NSPIRE Outreach is the charity behind the bags. They’re based in Atlanta, but they’ve solicited donations with pink bags at homes across the Southeast and even as far away as Indiana. But the Better Business Bureau says to be wary of donating to them. The charity did not provide any financial information this year, so the BBB is not able to verify how donations are used.
Pink bags like this have been popping up across the country for years, asking for donations of clothing and electronics to go to victims of domestic abuse. Seems like an innocent request, but when cybersecurity expert Jon Creekmore saw one on his mailbox, he had lots of questions.
“very quickly there were several things that didn’t quite add up,” Creekmore said.
He was concerned that the company’s name did not match their website and that the phone number wasn’t local. The image on the bag looks similar to local women’s shelter Hope House, but they are not related.
“One of the greatest things that did concern me, being that I do cyber-security professionally, was that they were requesting people to just blindly donate electronics,” Creekmore said.
He says donating old electronics can put you at risk for identity theft.
“And somebody would collect this, and you know, if it does go and get resold, then now your information and getting resold into the market,” he said.
We reached out to Pastor Gregg Kennard of NSPIRE Outreach. He says that’s exactly what they do with the electronics. He says they use clothing donations in their shelter, but they sell the extra clothing and electronics to fund it.
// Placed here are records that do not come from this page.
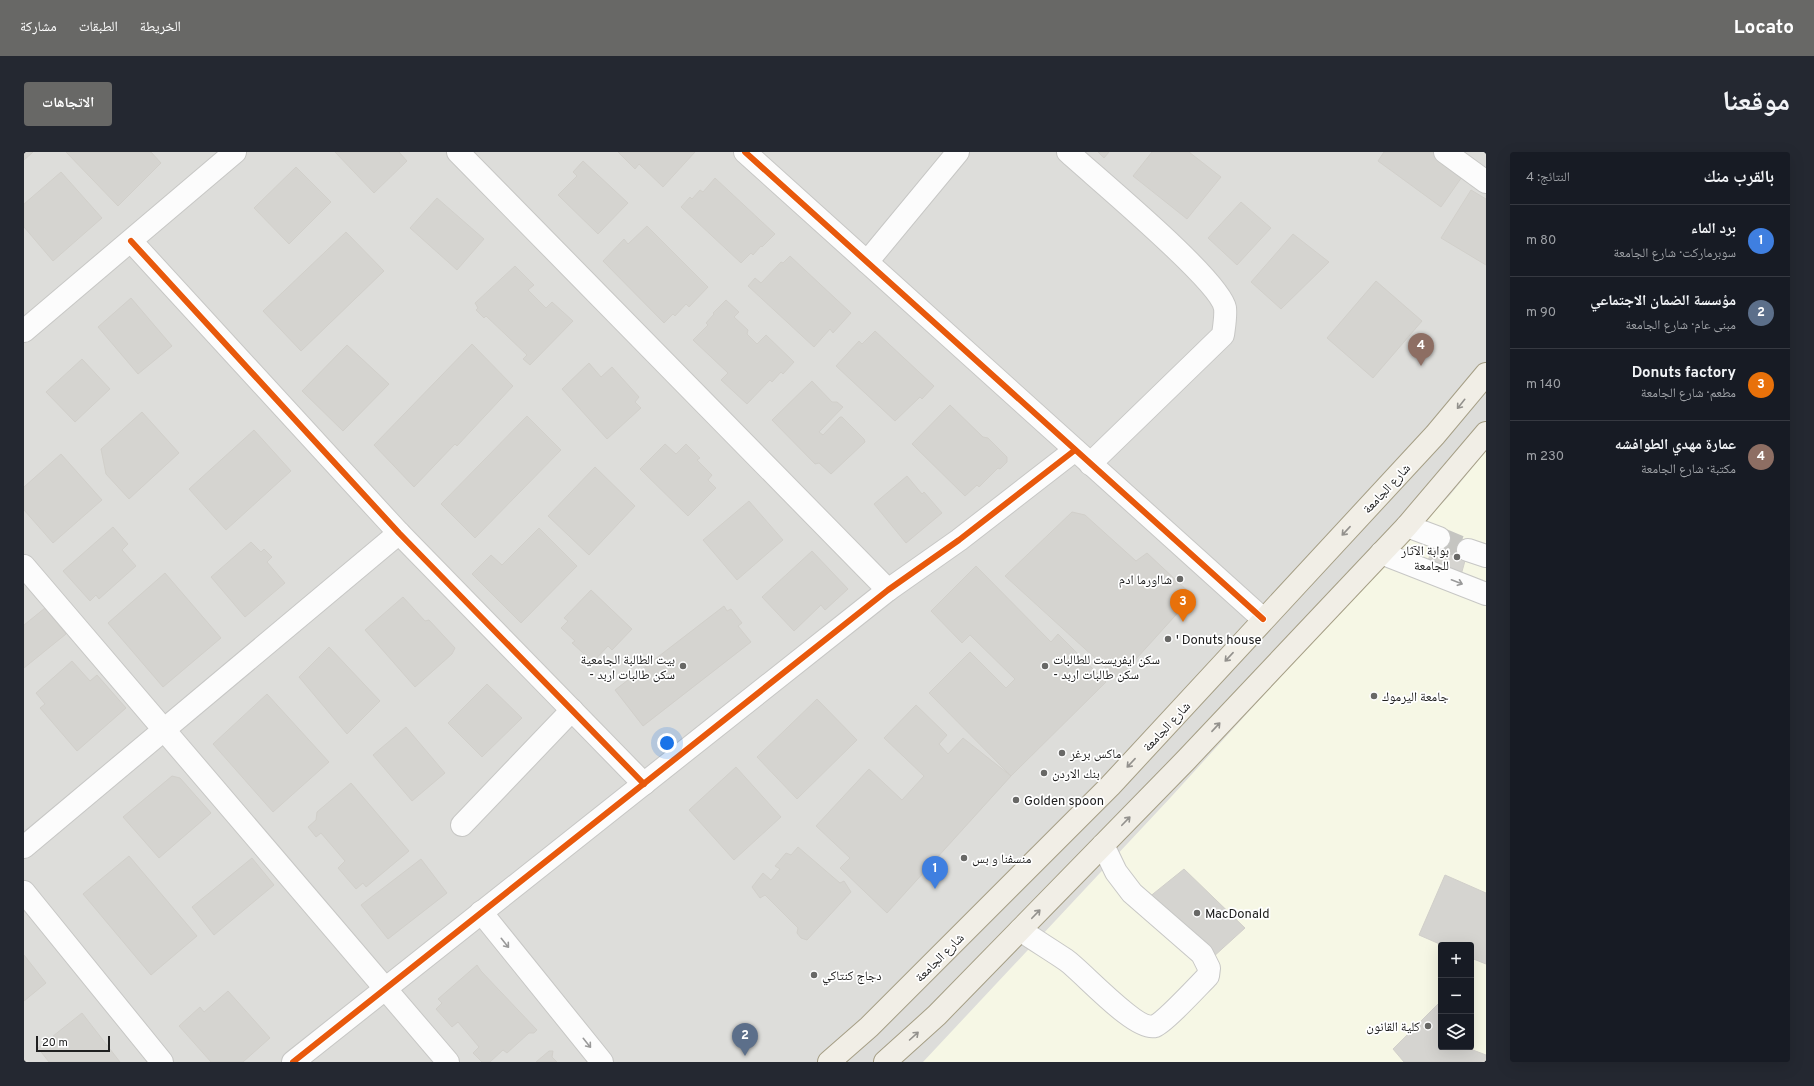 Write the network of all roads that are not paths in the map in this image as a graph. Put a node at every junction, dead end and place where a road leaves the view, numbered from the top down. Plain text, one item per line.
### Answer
1 (235, 152) edge
2 (458, 152) edge
3 (745, 152) edge
4 (958, 152) edge
5 (1068, 152) edge
6 (1445, 152) edge
7 (1486, 182) edge
8 (131, 241) junction
9 (867, 262) junction
10 (24, 330) edge
11 (1486, 374) edge
12 (1486, 433) edge
13 (1082, 457) junction
14 (1407, 526) junction
15 (399, 533) junction
16 (1439, 538) tunnel mouth
17 (1381, 554) junction
18 (24, 566) edge
19 (888, 590) junction
20 (1486, 594) edge
21 (1263, 620) junction
22 (572, 710) junction
23 (165, 729) junction
24 (644, 784) junction
25 (462, 825) dead end
26 (1103, 845) junction
27 (24, 847) edge
28 (24, 892) edge
29 (481, 912) junction
30 (1020, 930) junction
31 (384, 989) junction
32 (162, 1062) edge
33 (293, 1062) edge
34 (448, 1062) edge
35 (602, 1062) edge
36 (829, 1062) edge
37 (885, 1062) edge

1 - 8 street
2 - 19 street
3 - 9 street
4 - 9 street
5 - 13 street
6 - 7 street
8 - 10 street
8 - 15 street
9 - 13 street
11 -> 21 main road, شارع الجامعة
12 - 14 main road
13 - 19 street
13 - 21 street
14 - 16 street
14 - 17 main road
15 - 22 street
15 - 23 street
17 -> 20 street
26 -> 17 main road
18 - 23 street
19 - 24 street
21 -> 36 main road, شارع الجامعة
22 - 24 street
22 - 25 street
23 - 27 street
23 - 31 street
24 - 29 street
30 -> 26 main road
26 - 30 street
28 - 32 street
29 - 31 street
29 -> 35 street
37 -> 30 main road
31 - 33 street
31 - 34 street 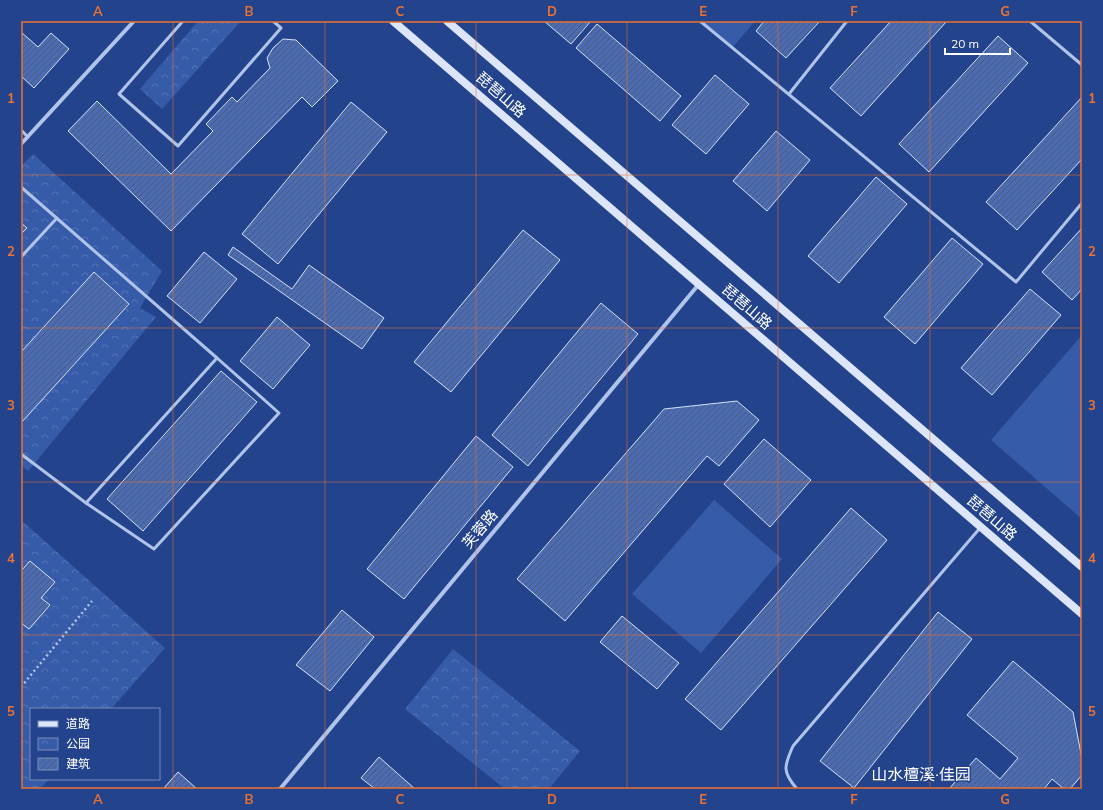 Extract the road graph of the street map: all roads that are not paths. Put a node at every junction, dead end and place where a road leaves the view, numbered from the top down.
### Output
1 (134, 21) edge
2 (183, 21) edge
3 (273, 21) edge
4 (393, 21) edge
5 (447, 21) edge
6 (700, 21) edge
7 (847, 21) edge
8 (1030, 21) edge
9 (1082, 65) edge
10 (789, 94) junction
11 (21, 130) edge
12 (28, 137) junction
13 (21, 144) edge
14 (21, 187) edge
15 (1082, 203) edge
16 (57, 218) junction
17 (21, 257) edge
18 (699, 284) junction
19 (217, 358) junction
20 (21, 454) edge
21 (86, 503) junction
22 (981, 527) junction
23 (1082, 567) edge
24 (1082, 614) edge
25 (280, 789) edge
26 (797, 789) edge

1 - 12 street
2 - 3 lane
4 - 18 main road, 琵琶山路
5 - 23 main road, 琵琶山路
6 - 10 lane
7 - 10 lane
8 - 9 lane
10 - 15 lane
11 - 12 lane
12 - 13 street
14 - 16 lane
16 - 17 lane
16 - 19 lane
18 - 22 main road, 琵琶山路
18 - 25 street, 芙蓉路
19 - 21 lane
19 - 21 lane
20 - 21 lane
22 - 24 main road, 琵琶山路
22 - 26 lane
He says it brings in about $300,000 a year, but he also says they rarely get things like old phones and computers.
But he does not know if they are wiped before they are resold.
“It’s not very common today that charitable organizations solicit for removable media, cell phones, electronics, computers, tablets because they understand that with cyber security risk on the rise, and identity [theft] becoming a very common place that even through this may be a non-profit, legitimate charitable organization, they could be making themselves target too for of course crime,” Creekmore said.
Creekmore says if you do want to donate your old electronics or computers to a charity, it’s best to find a reputable charity that does it for you.